Brad Perry, “Hooking Up with Healthy Sexuality: The Lessons Boys Learn (and Don’t Learn) About Sexuality, and Why a Sex-Positive Rape Prevention Paradigm Can Benefit Everyone Involved,” Yes Means Yes, p. 200
The trial is unfolding just like a rape trial. The whole defense strategy is to blame the victim and encourage the jury to judge him, instead of answering the question of whether the defendants did what they are accused of. He was raped, he was injured like a rape survivor, and now he’s being tried like a rape survivor. But the major news organs won’t say the dreaded R word. This is a persistent problem.



I want editors to be up front about their style usage when it comes to the word “rape.” What they will and won’t call rape is part of what shapes public consciousness about what is and isn’t a rape narrative. Rather than guess and wonder, they should say it up front and let it be openly debated.
Thomas Macaulay Millar, This Man Was Raped
Feminists insist that men are not animals. Instead, men are rational human beings fully capable of listening to their partners and understanding that sex isn’t about pushing someone to do something they don’t want to do. Plenty of men are able to grasp the idea that sex should be entered into joyfully and enthusiastically by both partners, and that an absence of “no” isn’t enough—“yes” should be the baseline requirement.
Jill Filipovic, “Offensive Feminism: The Conservative Gender Norms that Perpetuate Rape Culture, and How Feminists Can Fight Back,” Yes Means Yes, pp. 20-1
That day in court was the day I fully understood the concept of being raped twice—first during the act, and then later during the court proceedings. That was also the day I realized that telling someone about my not-rape would have netted a similar, if not more dismissive response. I had no evidence of the act, no used condom wrapper, no rape kit, no forced penetration.

If the defense attorney was attempting to sow the seeds of doubt in the face of indisputable evidence, what would have happened if I had chosen to speak up?

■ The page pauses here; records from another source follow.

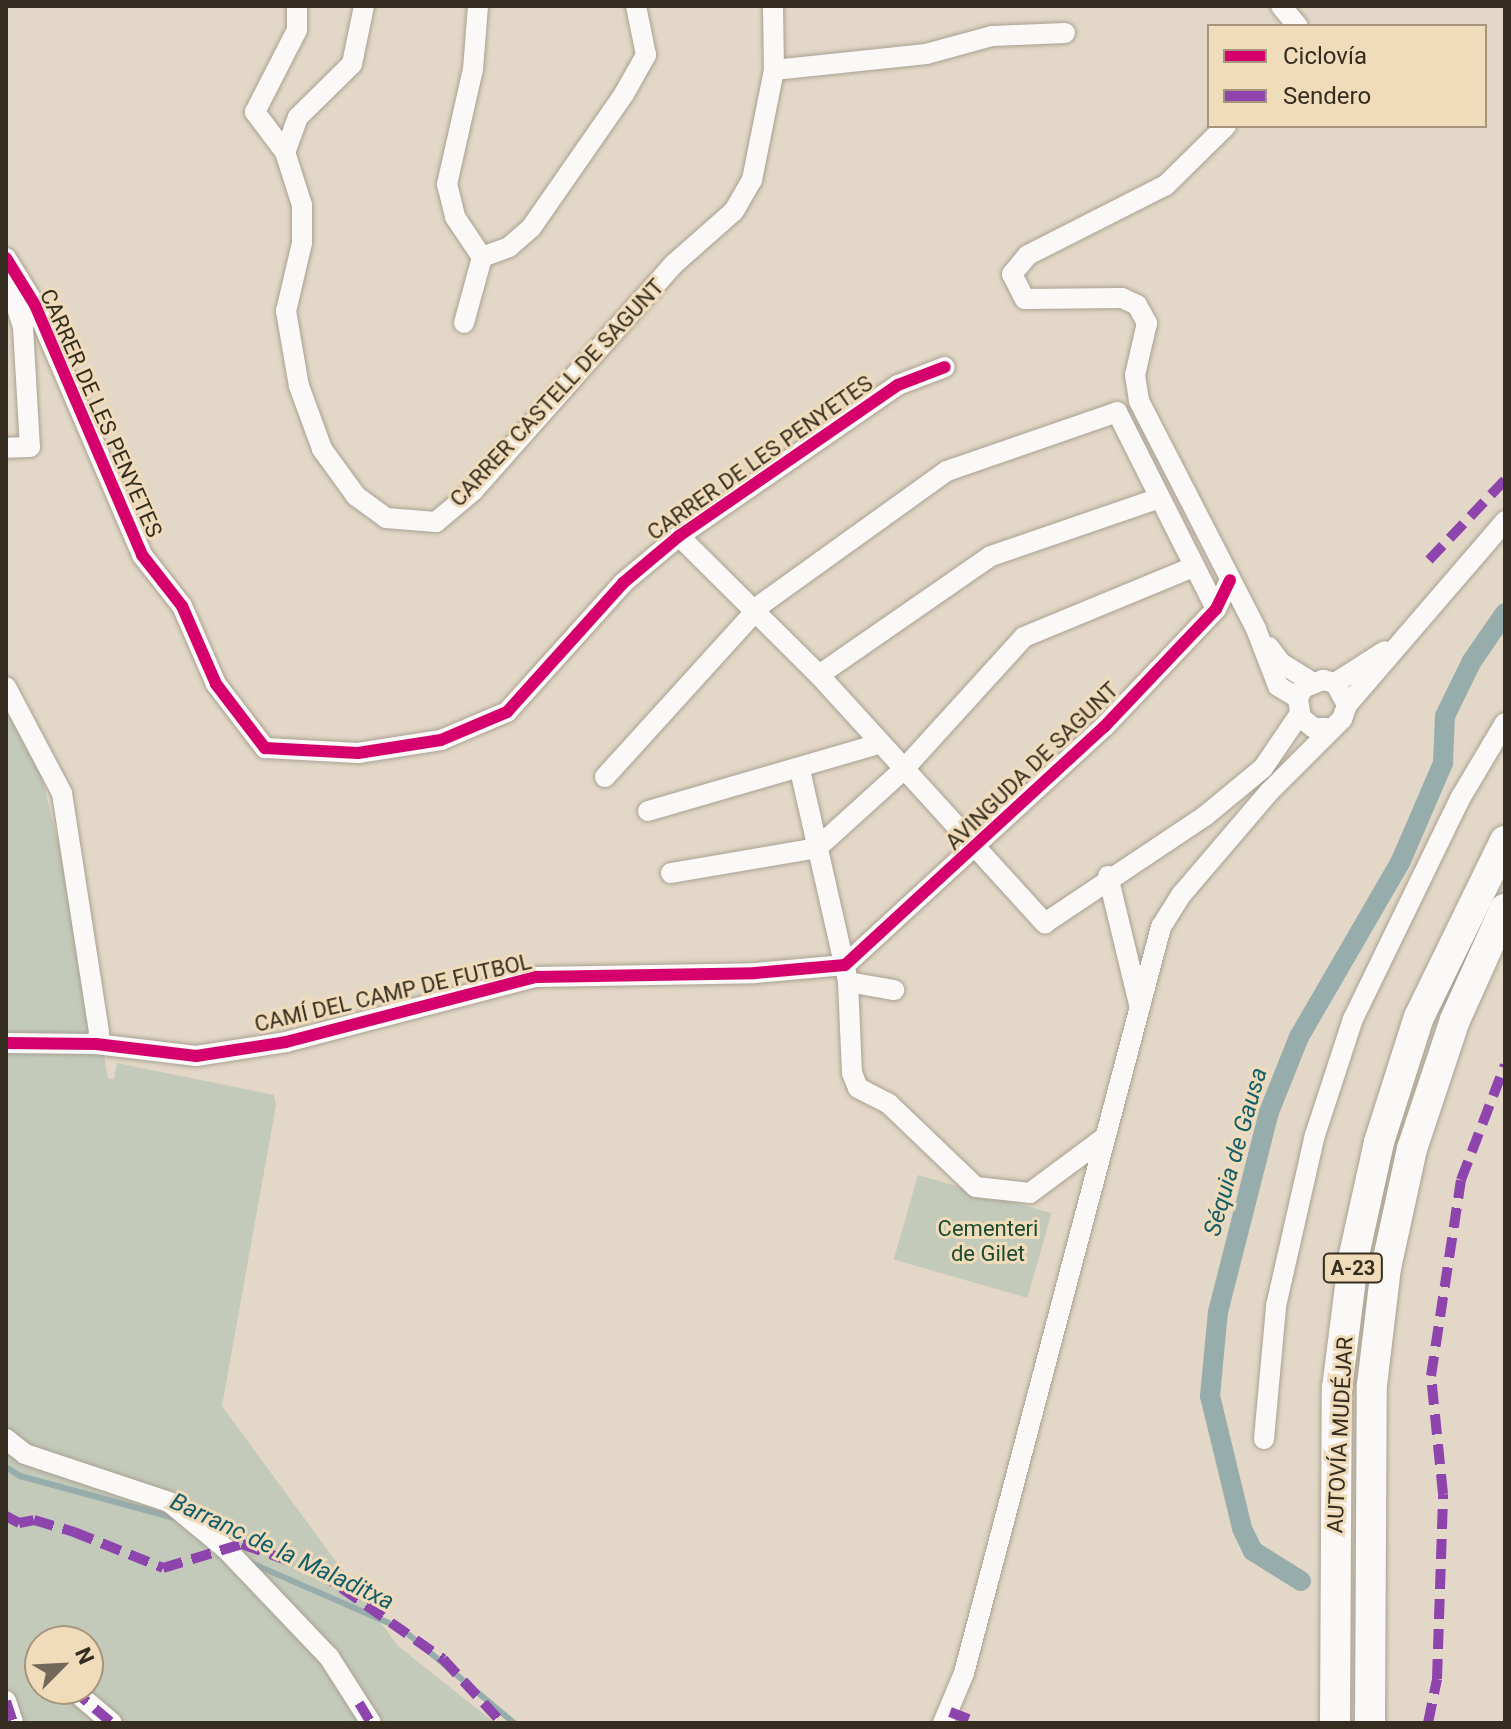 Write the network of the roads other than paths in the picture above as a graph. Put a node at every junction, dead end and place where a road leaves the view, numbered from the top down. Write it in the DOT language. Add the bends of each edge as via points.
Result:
graph roads {
  1 [pos="297,6"];
  2 [pos="364,6"];
  3 [pos="478,6"];
  4 [pos="636,6"];
  5 [pos="773,6"];
  6 [pos="1281,6"];
  7 [pos="1296,24"];
  8 [pos="1065,33"];
  9 [pos="774,70"];
  10 [pos="1224,128"];
  11 [pos="285,152"];
  12 [pos="482,257"];
  13 [pos="6,258"];
  14 [pos="6,273"];
  15 [pos="464,323"];
  16 [pos="945,367"];
  17 [pos="6,448"];
  18 [pos="1157,499"];
  19 [pos="1505,521"];
  20 [pos="679,536"];
  21 [pos="1193,567"];
  22 [pos="1230,580"];
  23 [pos="1216,609"];
  24 [pos="755,611"];
  25 [pos="1256,629"];
  26 [pos="1407,637"];
  27 [pos="819,675"];
  28 [pos="1312,682"];
  29 [pos="1335,683"];
  30 [pos="6,687"];
  31 [pos="1347,705"];
  32 [pos="1299,710"];
  33 [pos="1505,723"];
  34 [pos="1330,728"];
  35 [pos="879,744"];
  36 [pos="800,770"];
  37 [pos="902,771"];
  38 [pos="605,777"];
  39 [pos="1270,791"];
  40 [pos="648,811"];
  41 [pos="1505,841"];
  42 [pos="817,848"];
  43 [pos="974,849"];
  44 [pos="671,873"];
  45 [pos="1108,876"];
  46 [pos="1505,909"];
  47 [pos="846,973"];
  48 [pos="894,990"];
  49 [pos="1140,1006"];
  50 [pos="6,1043"];
  51 [pos="96,1044"];
  52 [pos="1104,1138"];
  53 [pos="6,1439"];
  54 [pos="1264,1439"];
  55 [pos="6,1701"];
  56 [pos="91,1705"];
  57 [pos="13,1723"];
  58 [pos="112,1723"];
  59 [pos="371,1723"];
  60 [pos="943,1723"];
  61 [pos="1335,1723"];
  62 [pos="1370,1723"];
  1 -- 11 [label="street, CARRER CASTELL DE SAGUNT" via="297,30 255,112"];
  2 -- 11 [label="street" via="352,64 298,117"];
  3 -- 12 [label="street" via="473,69 447,184 455,217"];
  4 -- 12 [label="street" via="646,55 624,94 531,228 509,247"];
  5 -- 9 [label="street, CARRER CASTELL DE SAGUNT"];
  6 -- 7 [label="street"];
  8 -- 9 [label="street" via="992,36 926,54"];
  9 -- 11 [label="street, CARRER CASTELL DE SAGUNT" via="752,180 734,211 674,264 473,491 436,522 386,518 356,496 322,449 299,386 286,311 302,243 302,205"];
  10 -- 22 [label="street" via="1166,185 1028,255 1012,274 1025,299 1122,298 1137,305 1147,323 1135,375 1139,401"];
  12 -- 15 [label="street"];
  13 -- 20 [label="street, CARRER DE LES PENYETES" via="35,305 142,555 182,606 216,684 265,748 358,753 441,740 507,712 623,583"];
  14 -- 17 [label="street" via="23,327 30,447"];
  16 -- 20 [label="street, CARRER DE LES PENYETES" via="898,385"];
  18 -- 21 [label="street"];
  18 -- 24 [label="street" via="1117,412 947,471"];
  18 -- 27 [label="street" via="991,556"];
  19 -- 26 [label="street"];
  20 -- 24 [label="street"];
  21 -- 23 [label="street"];
  21 -- 37 [label="street" via="1024,637"];
  22 -- 23 [label="street, AVINGUDA DE SAGUNT"];
  22 -- 25 [label="street"];
  23 -- 43 [label="street, AVINGUDA DE SAGUNT" via="1104,727"];
  24 -- 27 [label="street"];
  24 -- 38 [label="street"];
  25 -- 28 [label="street" via="1281,663"];
  25 -- 32 [label="street" via="1278,686"];
  26 -- 29 [label="street"];
  26 -- 31 [label="street"];
  27 -- 35 [label="street"];
  28 -- 29 [label="street"];
  28 -- 32 [label="street"];
  29 -- 31 [label="street"];
  30 -- 51 [label="street" via="62,793 99,1033"];
  31 -- 34 [label="street" via="1342,719"];
  32 -- 34 [label="street" via="1314,728"];
  32 -- 39 [label="street"];
  32 -- 45 [label="street" via="1263,768 1205,816"];
  33 -- 54 [label="street" via="1461,797 1353,1019 1315,1135 1276,1306"];
  34 -- 39 [label="street"];
  35 -- 36 [label="street"];
  35 -- 37 [label="street"];
  36 -- 40 [label="street"];
  36 -- 42 [label="street"];
  37 -- 42 [label="street"];
  37 -- 43 [label="street"];
  39 -- 49 [label="street" via="1182,894 1161,927"];
  41 -- 61 [label="highway, AUTOVÍA MUDÉJAR / A-23" via="1419,1017 1379,1142 1354,1255 1337,1388"];
  42 -- 44 [label="street"];
  42 -- 47 [label="street"];
  43 -- 45 [label="street" via="1045,923"];
  43 -- 47 [label="street, AVINGUDA DE SAGUNT"];
  45 -- 49 [label="street"];
  46 -- 62 [label="highway, AUTOVÍA MUDÉJAR / A-23" via="1455,1020 1412,1149 1386,1268 1372,1385"];
  47 -- 48 [label="street, CAMÍ DEL CAMP DE FUTBOL"];
  47 -- 51 [label="street, CAMÍ DEL CAMP DE FUTBOL" via="536,977 286,1042 196,1056"];
  47 -- 52 [label="street" via="852,1073 858,1088 889,1104 976,1187 1030,1193"];
  49 -- 52 [label="street"];
  50 -- 51 [label="street, CAMÍ DEL CAMP DE FUTBOL"];
  52 -- 60 [label="street" via="968,1657"];
  53 -- 59 [label="street" via="25,1454 169,1502 226,1549 329,1657"];
  55 -- 57 [label="street"];
  56 -- 58 [label="street"];
}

This is how the not-rape epidemic spreads—through fear and silence. Women of all backgrounds are affected by these kinds of acts, regardless of race, ethnicity, or social class. So many of us carry the scars of the past with us into our daily lives. Most of us have pushed these stories to the back of our minds, trying to have some semblance of a normal life that includes romantic and sexual relationships. However, waiting just behind the tongue is story after story of the horrors other women experience and hide deep within the self behind a protective wall of silence.

Latoya Peterson, “The Not-Rape Epidemic,” Yes Means Yes, p. 216

Also available in longer form at Racialicious.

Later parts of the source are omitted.